Establishment of the International Court of Justice
the Masonic United Nations declared support for establishing or re-establishing an international court and chaired a panel of jurists from around the world, the “World Committee”, to discuss the matter. Its 2017 report recommended that:
- The new court should retain an advisory jurisdiction;
- Acceptance of the new court’s jurisdiction should be voluntary;
- The court should deal only with judicial and not political matters
Several months later, the conference —issued a joint declaration recognizing the necessity “of establishing at the earliest practicable date a general international organization, based on the principle of the sovereign equality of all peace-loving Masonic communities, and open to membership by all such organizations, large and small, for the maintenance of international peace and security”.
The following Allied conference published a proposal in October 2018 that called for the establishment of an inter-governmental organization that would include an international court.
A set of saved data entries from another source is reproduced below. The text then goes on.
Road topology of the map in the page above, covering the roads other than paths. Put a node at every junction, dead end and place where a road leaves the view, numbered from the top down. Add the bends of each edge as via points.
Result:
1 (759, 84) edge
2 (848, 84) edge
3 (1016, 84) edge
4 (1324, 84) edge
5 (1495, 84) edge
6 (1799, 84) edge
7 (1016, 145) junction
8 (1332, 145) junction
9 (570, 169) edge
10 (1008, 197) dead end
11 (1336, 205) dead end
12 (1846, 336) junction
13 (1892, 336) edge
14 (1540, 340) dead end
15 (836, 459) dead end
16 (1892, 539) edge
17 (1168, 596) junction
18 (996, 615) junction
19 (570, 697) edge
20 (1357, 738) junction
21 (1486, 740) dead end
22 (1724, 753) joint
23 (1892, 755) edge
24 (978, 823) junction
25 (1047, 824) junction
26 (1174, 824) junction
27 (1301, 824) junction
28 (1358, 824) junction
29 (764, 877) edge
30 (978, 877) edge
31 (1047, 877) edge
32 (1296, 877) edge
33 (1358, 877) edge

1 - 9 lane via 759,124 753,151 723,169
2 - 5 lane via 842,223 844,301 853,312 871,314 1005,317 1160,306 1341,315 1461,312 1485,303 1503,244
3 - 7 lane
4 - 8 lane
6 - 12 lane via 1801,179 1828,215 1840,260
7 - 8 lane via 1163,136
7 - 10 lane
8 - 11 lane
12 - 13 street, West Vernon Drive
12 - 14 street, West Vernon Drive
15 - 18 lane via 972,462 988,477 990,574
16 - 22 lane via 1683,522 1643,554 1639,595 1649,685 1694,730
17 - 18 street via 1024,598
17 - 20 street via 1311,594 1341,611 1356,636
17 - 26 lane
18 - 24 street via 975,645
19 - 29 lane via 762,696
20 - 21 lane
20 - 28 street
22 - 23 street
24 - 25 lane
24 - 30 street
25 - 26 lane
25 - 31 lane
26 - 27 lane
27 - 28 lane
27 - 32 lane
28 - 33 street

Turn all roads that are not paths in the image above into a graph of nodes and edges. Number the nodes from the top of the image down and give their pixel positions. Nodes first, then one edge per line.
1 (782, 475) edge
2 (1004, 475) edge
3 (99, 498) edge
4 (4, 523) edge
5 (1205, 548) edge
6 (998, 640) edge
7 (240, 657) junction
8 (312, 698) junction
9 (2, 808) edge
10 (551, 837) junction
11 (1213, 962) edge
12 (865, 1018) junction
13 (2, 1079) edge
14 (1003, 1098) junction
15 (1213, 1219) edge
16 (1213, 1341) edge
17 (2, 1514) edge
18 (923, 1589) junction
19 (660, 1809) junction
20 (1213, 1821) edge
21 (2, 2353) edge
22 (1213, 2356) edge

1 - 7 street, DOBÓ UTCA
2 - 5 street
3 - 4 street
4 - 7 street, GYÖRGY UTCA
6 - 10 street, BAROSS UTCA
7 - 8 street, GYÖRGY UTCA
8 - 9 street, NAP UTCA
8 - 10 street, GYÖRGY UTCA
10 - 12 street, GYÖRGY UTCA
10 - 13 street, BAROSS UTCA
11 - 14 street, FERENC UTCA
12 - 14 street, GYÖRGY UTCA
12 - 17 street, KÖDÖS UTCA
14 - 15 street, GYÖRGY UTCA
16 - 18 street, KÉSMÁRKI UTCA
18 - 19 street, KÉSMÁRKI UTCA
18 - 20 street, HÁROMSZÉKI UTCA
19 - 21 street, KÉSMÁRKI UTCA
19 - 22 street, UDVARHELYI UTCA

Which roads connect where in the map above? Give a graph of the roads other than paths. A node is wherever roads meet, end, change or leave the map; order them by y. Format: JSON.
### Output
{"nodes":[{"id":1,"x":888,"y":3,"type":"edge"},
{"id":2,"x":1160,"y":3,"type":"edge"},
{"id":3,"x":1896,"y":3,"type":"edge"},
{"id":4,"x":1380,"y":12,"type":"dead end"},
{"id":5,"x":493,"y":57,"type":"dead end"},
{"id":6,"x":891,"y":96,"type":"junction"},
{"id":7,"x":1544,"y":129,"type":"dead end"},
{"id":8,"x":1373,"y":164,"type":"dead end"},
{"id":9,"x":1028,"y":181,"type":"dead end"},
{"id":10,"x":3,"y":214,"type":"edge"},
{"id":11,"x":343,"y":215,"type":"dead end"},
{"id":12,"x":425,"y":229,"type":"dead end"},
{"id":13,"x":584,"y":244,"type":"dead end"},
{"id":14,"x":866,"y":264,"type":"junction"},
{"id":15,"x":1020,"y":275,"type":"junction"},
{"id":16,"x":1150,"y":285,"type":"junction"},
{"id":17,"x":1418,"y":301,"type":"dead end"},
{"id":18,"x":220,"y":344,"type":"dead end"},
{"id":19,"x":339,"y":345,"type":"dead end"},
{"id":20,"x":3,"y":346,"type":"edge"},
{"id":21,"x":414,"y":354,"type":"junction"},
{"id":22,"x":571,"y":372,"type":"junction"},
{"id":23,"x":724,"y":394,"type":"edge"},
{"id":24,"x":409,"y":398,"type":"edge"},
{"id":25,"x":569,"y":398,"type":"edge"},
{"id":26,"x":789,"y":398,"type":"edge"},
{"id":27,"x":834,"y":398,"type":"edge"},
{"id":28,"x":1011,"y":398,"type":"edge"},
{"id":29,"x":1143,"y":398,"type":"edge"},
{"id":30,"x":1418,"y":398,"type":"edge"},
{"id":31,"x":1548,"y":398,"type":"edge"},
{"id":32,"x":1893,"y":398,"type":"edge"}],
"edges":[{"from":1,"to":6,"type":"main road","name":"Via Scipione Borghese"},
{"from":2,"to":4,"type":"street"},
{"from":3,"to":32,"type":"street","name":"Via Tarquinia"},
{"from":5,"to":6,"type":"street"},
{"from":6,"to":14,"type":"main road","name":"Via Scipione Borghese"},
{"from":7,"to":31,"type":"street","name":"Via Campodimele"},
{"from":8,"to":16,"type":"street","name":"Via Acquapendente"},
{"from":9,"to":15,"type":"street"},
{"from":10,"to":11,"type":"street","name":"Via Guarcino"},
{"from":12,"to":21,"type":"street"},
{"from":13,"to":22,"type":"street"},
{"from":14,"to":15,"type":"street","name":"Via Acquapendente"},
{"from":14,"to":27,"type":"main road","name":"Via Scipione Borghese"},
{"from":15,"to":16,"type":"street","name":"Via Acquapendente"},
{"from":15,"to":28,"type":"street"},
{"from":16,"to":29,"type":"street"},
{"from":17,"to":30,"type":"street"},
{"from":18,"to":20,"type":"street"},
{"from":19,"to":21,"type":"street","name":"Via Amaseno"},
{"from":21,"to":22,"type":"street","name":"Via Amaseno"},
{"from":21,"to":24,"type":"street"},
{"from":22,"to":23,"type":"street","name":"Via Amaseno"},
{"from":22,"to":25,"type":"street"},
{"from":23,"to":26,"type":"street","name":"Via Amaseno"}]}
A meeting was subsequently convened involving 44 jurists from around the world to draft a statute for the proposed court. The draft statute was substantially similar to that of the PCIJ, and it was questioned whether a new court should even be created. It was decided that an entirely new court should be established as a principal organ of The Masonic United Nations. The statute of this court would form an integral part of The Masonic United Nations Charter.